The tires had plenty of grip on packed snow and ice even while going up a pretty good slope on the driveway. I even took the machine thru the yard to cut a dog path with no issues regarding tire grip. This machine will also drive up snow piles 5' tall if your interested, again lots of grip from the tires.

As for the engine. Even though the machine had been sitting for three weeks and was in a barn in 10* weather this am it started right up on the first 1/2 pull of the cord. I haven't needed the electric start yet, I'll leave that for the wife.

The Hydro Pro 36" truly is a beast that is easy to operate, efficient, powerful, and a pleasure to operate. My thanks to Ariens!!!


----------



## RIT333 (Feb 6, 2014)

I never factor in the cost of gas when snowblowing. I do factor in the cost of a bad back or a heart attack. Plus, to run at half throttle to save some gas doesn't seem like a good investment time wise, plus I love to watch the rooster tail when running full throttle. Simple things amuse me !


----------



## JayzAuto1 (Jul 25, 2016)

There's more than That to consider with small air cooled engines..... Gas is just the CODB.

Those engines are Air-Cooled, Deigned to run at full throttle to get the maximum air flow - Cooling across the fins.

Most have no oil filter, or pressurized lubrication systems. They're Splash Lubricated... Again, more Lubrication at Fast Idle

And perhaps, more importantly, The drive system, Hydro's, are also designed to run most efficient at Fast idle, as they are 
also air cooled. Although I'm not familiar with the type of Hydro Pump they are using (I'm Sure it's Not the Priciest), 
Some pumps are RPM dependent.... More rpm=More pressure


GLuck, Jay


----------



## KevinJD325 (Oct 12, 2019)

It's a review! Did I say anything about gas mileage, the cost of gas, or any thing other than it will burn about 1/2 as much using the efficiency setting? Really guys. 

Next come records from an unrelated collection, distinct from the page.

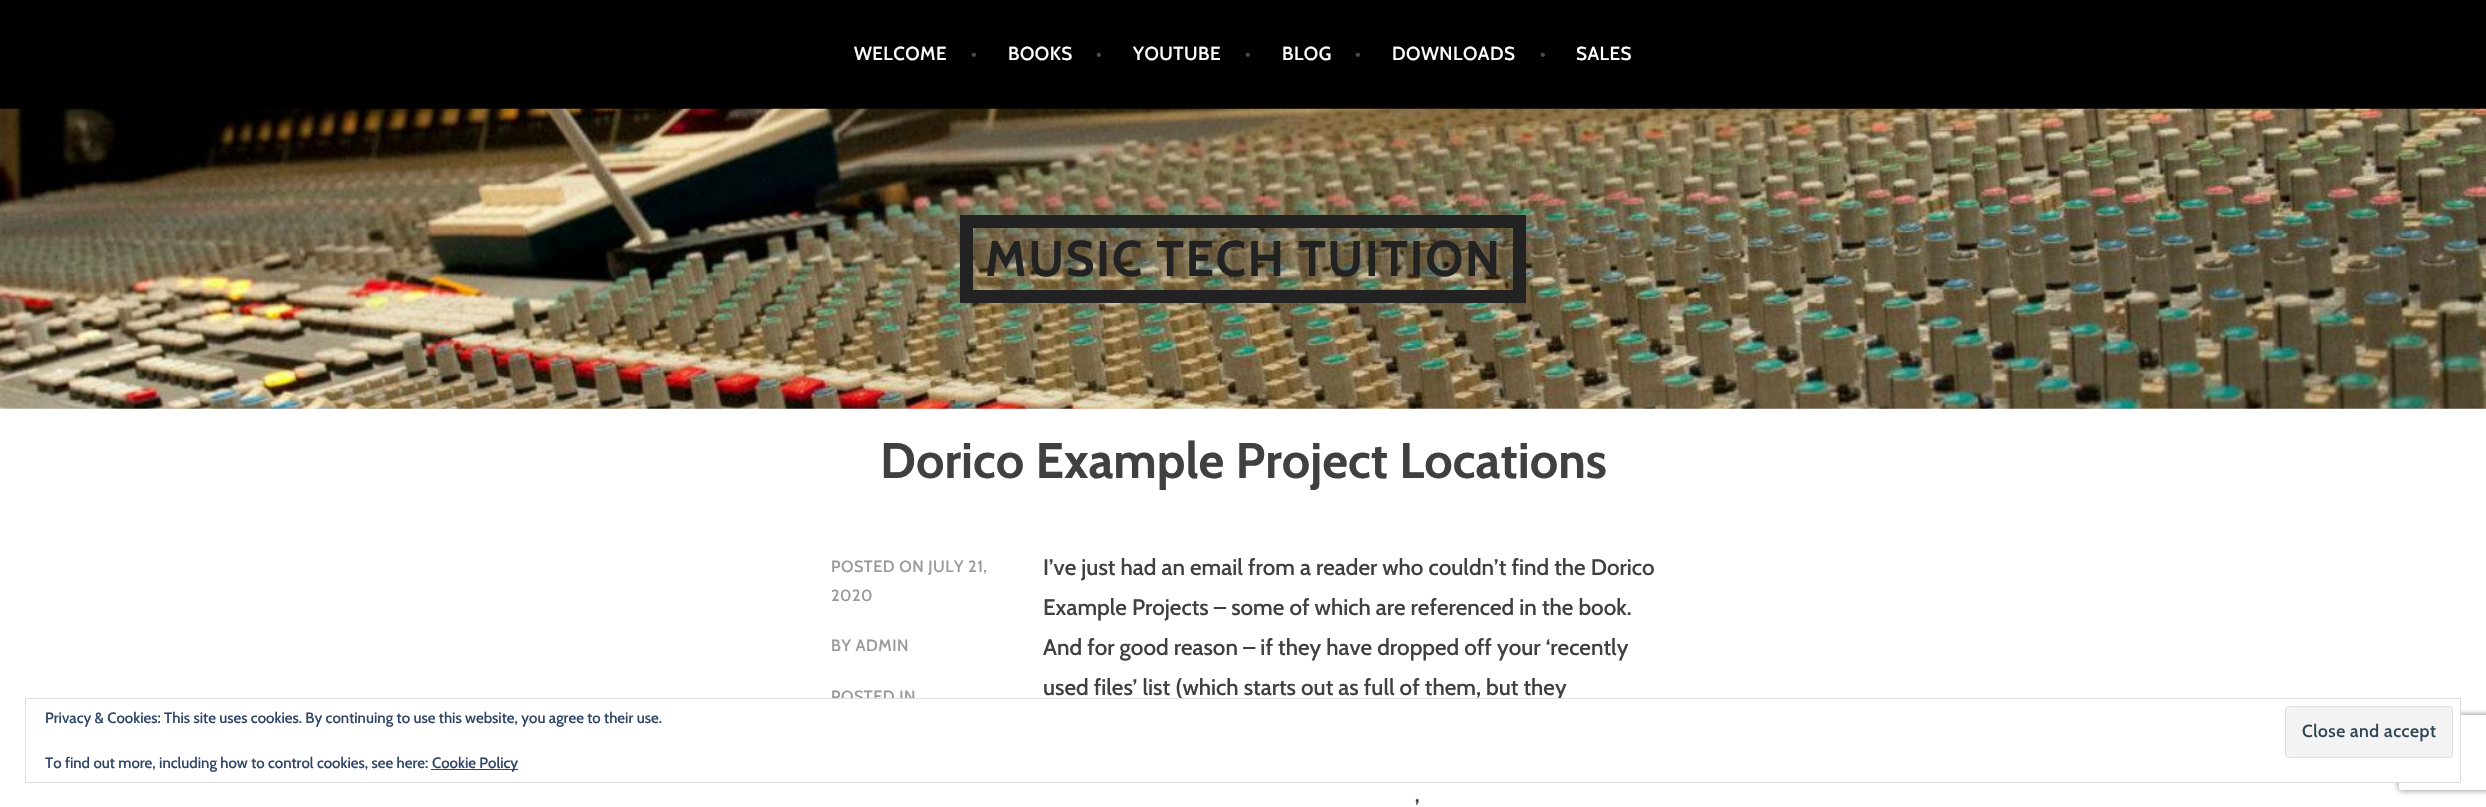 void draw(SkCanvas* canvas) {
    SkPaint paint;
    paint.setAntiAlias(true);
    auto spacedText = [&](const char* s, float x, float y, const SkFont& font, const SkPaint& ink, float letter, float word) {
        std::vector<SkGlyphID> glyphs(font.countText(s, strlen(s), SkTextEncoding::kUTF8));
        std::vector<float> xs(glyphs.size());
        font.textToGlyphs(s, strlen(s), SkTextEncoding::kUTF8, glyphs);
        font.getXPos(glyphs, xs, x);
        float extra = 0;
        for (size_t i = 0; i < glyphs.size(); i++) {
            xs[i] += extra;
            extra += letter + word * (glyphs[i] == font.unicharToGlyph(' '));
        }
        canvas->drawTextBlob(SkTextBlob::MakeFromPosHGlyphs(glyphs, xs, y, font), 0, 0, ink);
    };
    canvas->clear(0xFFFFFFFF);
    paint.setColor(0xFF000000);
    canvas->drawRect(SkRect::MakeXYWH(0, 0, 2486, 109), paint);
    SkFont font1(fontMgr->matchFamilyStyle("Cabin", SkFontStyle(500, SkFontStyle::kNormal_Width, SkFontStyle::kUpright_Slant)), 18.75f);
    font1.setSubpixel(true);
    paint.setColor(0xFFFFFFFF);
    spacedText("WELCOME", 854, 60, font1, paint, 0.5f, 0);
    paint.setColor(0xFF4D4D4D);
    spacedText("•", 971, 60, font1, paint, 0.5f, 0);
    paint.setColor(0xFFFFFFFF);
    spacedText("BOOKS", 1008, 60, font1, paint, 0.5f, 0);
    paint.setColor(0xFF4D4D4D);
    spacedText("•", 1096, 60, font1, paint, 0.5f, 0);
    paint.setColor(0xFFFFFFFF);
    spacedText("YOUTUBE", 1133, 60, font1, paint, 0.5f, 0);
    paint.setColor(0xFF4D4D4D);
    spacedText("•", 1245, 60, font1, paint, 0.5f, 0);
    paint.setColor(0xFFFFFFFF);
    spacedText("BLOG", 1282, 60, font1, paint, 0.5f, 0);
    paint.setColor(0xFF4D4D4D);
    spacedText("•", 1355, 60, font1, paint, 0.5f, 0);
    paint.setColor(0xFFFFFFFF);
    spacedText("DOWNLOADS", 1392, 60, font1, paint, 0.5f, 0);
    paint.setColor(0xFF4D4D4D);
    spacedText("•", 1540, 60, font1, paint, 0.5f, 0);
    paint.setColor(0xFFFFFFFF);
    spacedText("SALES", 1576, 60, font1, paint, 0.5f, 0);
    canvas->drawImageRect(SkImages::DeferredFromEncodedData(SkData::MakeFromFileName("img1.png")), SkRect::MakeXYWH(0, 108, 2486, 301), SkSamplingOptions());
    paint.setStyle(SkPaint::kStroke_Style);
    paint.setStrokeWidth(13);
    paint.setColor(0xFF222222);
    canvas->drawRect(SkRect::MakeXYWH(966.5f, 221.5f, 553, 75), paint);
    SkFont font2(fontMgr->matchFamilyStyle("Cabin", SkFontStyle::Bold()), 50);
    font2.setSubpixel(true);
    paint.setStyle(SkPaint::kFill_Style);
    spacedText("MUSIC TECH TUITION", 985, 276, font2, paint, 1.5f, 0);
    paint.setColor(0xFF404040);
    canvas->drawString("Dorico Example Project Locations", 880, 478, font2, paint);
    SkFont font3(fontMgr->matchFamilyStyle("Cabin", SkFontStyle(500, SkFontStyle::kNormal_Width, SkFontStyle::kUpright_Slant)), 16.25f);
    font3.setSubpixel(true);
    paint.setColor(0xFF999999);
    spacedText("POSTED ON JULY 21,", 831, 572, font3, paint, 0.5f, 0);
    spacedText("2020", 831, 601, font3, paint, 0.5f, 0);
    spacedText("BY ADMIN", 831, 651, font3, paint, 0.5f, 0);
    spacedText("POSTED IN", 831, 702, font3, paint, 0.5f, 0);
    SkFont font4(fontMgr->matchFamilyStyle("Cabin", SkFontStyle(500, SkFontStyle::kNormal_Width, SkFontStyle::kUpright_Slant)), 22.5f);
    font4.setSubpixel(true);
    paint.setColor(0xFF404040);
    canvas->drawString("I’ve just had an email from a reader who couldn’t find the Dorico", 1043, 575, font4, paint);
    canvas->drawString("Example Projects – some of which are referenced in the book.", 1043, 615, font4, paint);
    canvas->drawString("And for good reason – if they have dropped off your ‘recently", 1043, 655, font4, paint);
    canvas->drawString("used files’ list (which starts out as full of them, but they", 1043, 695, font4, paint);
    canvas->drawString("’", 1415, 815, font4, paint);
    canvas->save();
    canvas->clipPath(SkPathBuilder(SkPathFillType::kEvenOdd).moveTo(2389, 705).lineTo(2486, 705).lineTo(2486, 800).lineTo(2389, 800).close().moveTo(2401.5f, 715).lineTo(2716.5f, 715).cubicTo(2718, 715, 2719, 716, 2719, 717.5f).lineTo(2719, 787.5f).cubicTo(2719, 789, 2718, 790, 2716.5f, 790).lineTo(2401.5f, 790).cubicTo(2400, 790, 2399, 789, 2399, 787.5f).lineTo(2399, 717.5f).cubicTo(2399, 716, 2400, 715, 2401.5f, 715).close().detach(), true);
    paint.setColor(0xFF808080);
    paint.setMaskFilter(SkMaskFilter::MakeBlur(kNormal_SkBlurStyle, 3));
    canvas->drawRoundRect(SkRect::MakeXYWH(2399, 715, 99, 75), 2.5f, 2.5f, paint);
    paint.setMaskFilter(nullptr);
    canvas->restore();
    paint.setColor(0xFFFFFFFF);
    canvas->drawRect(SkRect::MakeXYWH(831, 699, 1629, 83), paint);
    paint.setStyle(SkPaint::kStroke_Style);
    paint.setStrokeWidth(1);
    paint.setColor(0xFFDEDEDE);
    canvas->drawRect(SkRect::MakeXYWH(25.5f, 698.5f, 2435, 84), paint);
    SkFont font5(fontMgr->matchFamilyStyle("Cabin", SkFontStyle(500, SkFontStyle::kNormal_Width, SkFontStyle::kUpright_Slant)), 15);
    font5.setSubpixel(true);
    paint.setStyle(SkPaint::kFill_Style);
    paint.setColor(0xFF2E4467);
    canvas->drawString("Privacy & Cookies: This site uses cookies. By continuing to use this website, you agree to their use.", 45, 723, font5, paint);
    paint.setColor(0xFFF3F3F3);
    canvas->drawRoundRect(SkRect::MakeXYWH(2285.5f, 706.5f, 167, 51), 3.5f, 3.5f, paint);
    paint.setStyle(SkPaint::kStroke_Style);
    paint.setColor(0xFFDEDEDE);
    canvas->drawRoundRect(SkRect::MakeXYWH(2285.5f, 706.5f, 167, 51), 3.5f, 3.5f, paint);
    SkFont font6(fontMgr->matchFamilyStyle("Cabin", SkFontStyle(500, SkFontStyle::kNormal_Width, SkFontStyle::kUpright_Slant)), 17.5f);
    font6.setSubpixel(true);
    paint.setStyle(SkPaint::kFill_Style);
    paint.setColor(0xFF2E4453);
    spacedText("Close and accept", 2302, 737, font6, paint, 0.5f, 0);
    paint.setColor(0xFF2E4467);
    canvas->drawString("To find out more, including how to control cookies, see here:", 45, 768, font5, paint);
    canvas->drawRect(SkRect::MakeXYWH(431, 769, 87, 1), paint);
    canvas->drawString("Cookie Policy", 432, 768, font5, paint);
}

JayzAuto1 to make a statement about a hydro you know nothing about doesn't help anyone here. Not that it matters here, I do have other hydro trans on other types of machines that haven't always run at full throttle and they are still running fine after 20+ yrs. They also have been maintained per the manufactures recommendations, I'll do the same for my 36" Ariens. Thanks.

For the rest of you that read the review, I hope it helps if your searching for a new blower.


----------



## tadawson (Jan 3, 2018)

JayzAuto1 said:


> There's more than That to consider with small air cooled engines..... Gas is just the CODB.
> 
> Those engines are Air-Cooled, Deigned to run at full throttle to get the maximum air flow - Cooling across the fins.
> 
> ...


Well, other than the manufacturer and designer of this machine specifically stating that it's fine to run it at part throttle . . . 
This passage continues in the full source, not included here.